The Fire Queen unclenched her hands and allowed her flames to die back down. She sighed and sat down in the stone chair. When she had the Fire Queen’s full attention, Princess Story turned back to her book.
“Invidia eventually found a book in a hidden room in the library. She used it to not only make herself grow big, but also give herself magical powers. She used her newfound powers to summon a magical wind. The wind gathered up her small sisters in its wispy arms and, by Invidia’s command, flew them to a place where they would be more appreciated.”
“Then she went on a rampage. She destroyed the human’s homes, but could not bare destroying the humans themselves. They were oblivious creatures, though perhaps not all were as awful as she once thought. When the humans fled the destruction Invidia had wrought, the witches were liberated, but Invidia was now drunk on power. She flew far and wide and destroyed homes in similar towns. It wasn’t until years later that she began to regret her decision.”
“Invidia flew back to her home village, but it was too late. Everyone had left, including Gregor and her sisters. Invidia spent the rest of her days waiting in the ruins of her old village. Hoping someone may return. This goes to show that people may learn a new truth, but they may still choose to ignore it and act on their own anger.”
The light in the room dimmed. Princess Story glanced up, expecting to see the Fire Queen pacing away from her. She was wrong. The Fire Queen hadn’t moved, but her flames had grown smaller. A molten tear ran down her cheek, then cooled there. The Queen sighed and flicked the cooled tear off her cheek.
“Your Majesty?” The Princess asked.
“I too lost someone due to my own foolish temper,” she whispered.
“My condolences,” Wyatt said. He stepped forward, as if to comfort her, but realized he could not and retreated back to his place against the wall.

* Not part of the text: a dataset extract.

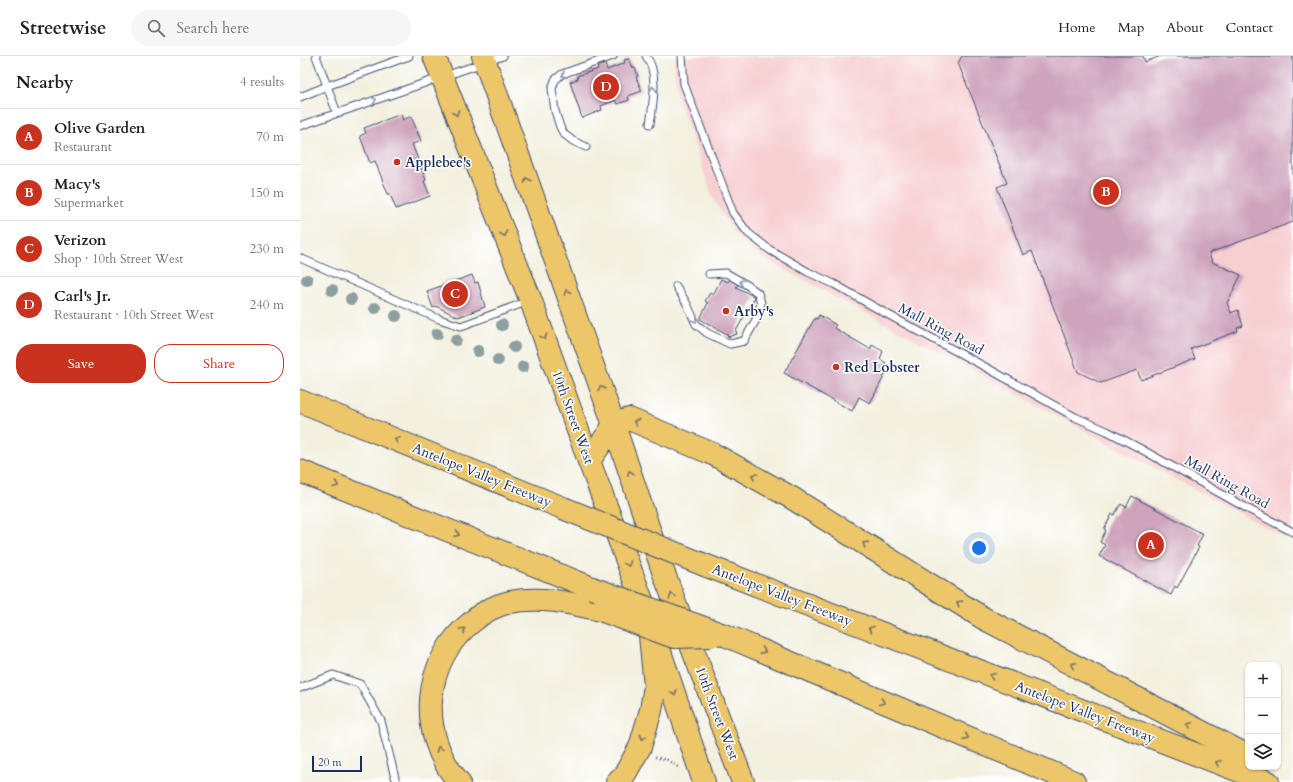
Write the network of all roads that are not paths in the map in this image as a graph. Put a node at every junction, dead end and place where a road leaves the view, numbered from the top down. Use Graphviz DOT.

Princess Story set her book aside and tried to conceal her excitement. “Is that how you became the Fire Queen?”
“Yes,” she said, but did not go on.
“How?” the Princess asked impatiently. She was so close! She could imagine the pride shining in her father’s eyes as he named her heir.
The Fire Queen grew brighter as she narrowed her eyes at the Princess.
“All in due time, Princess.” The Queen turned and strode back towards the fireplace. Princess Story jumped up from her chair. Her younger sibling would be born any day now. She had to hear the Queen’s story tonight.
“Wait!” The Princess ran after the Fire Queen. She had to find some reason for her to stay.
“Who...who did you lose?”
The Fire Queen paused, one foot already ankle deep in the ashes of the great fire place.
“If you tell me who you lost, perhaps I can help you find them,” said Princess Story.
The Fire Queen turned and considered Story for a few long moments.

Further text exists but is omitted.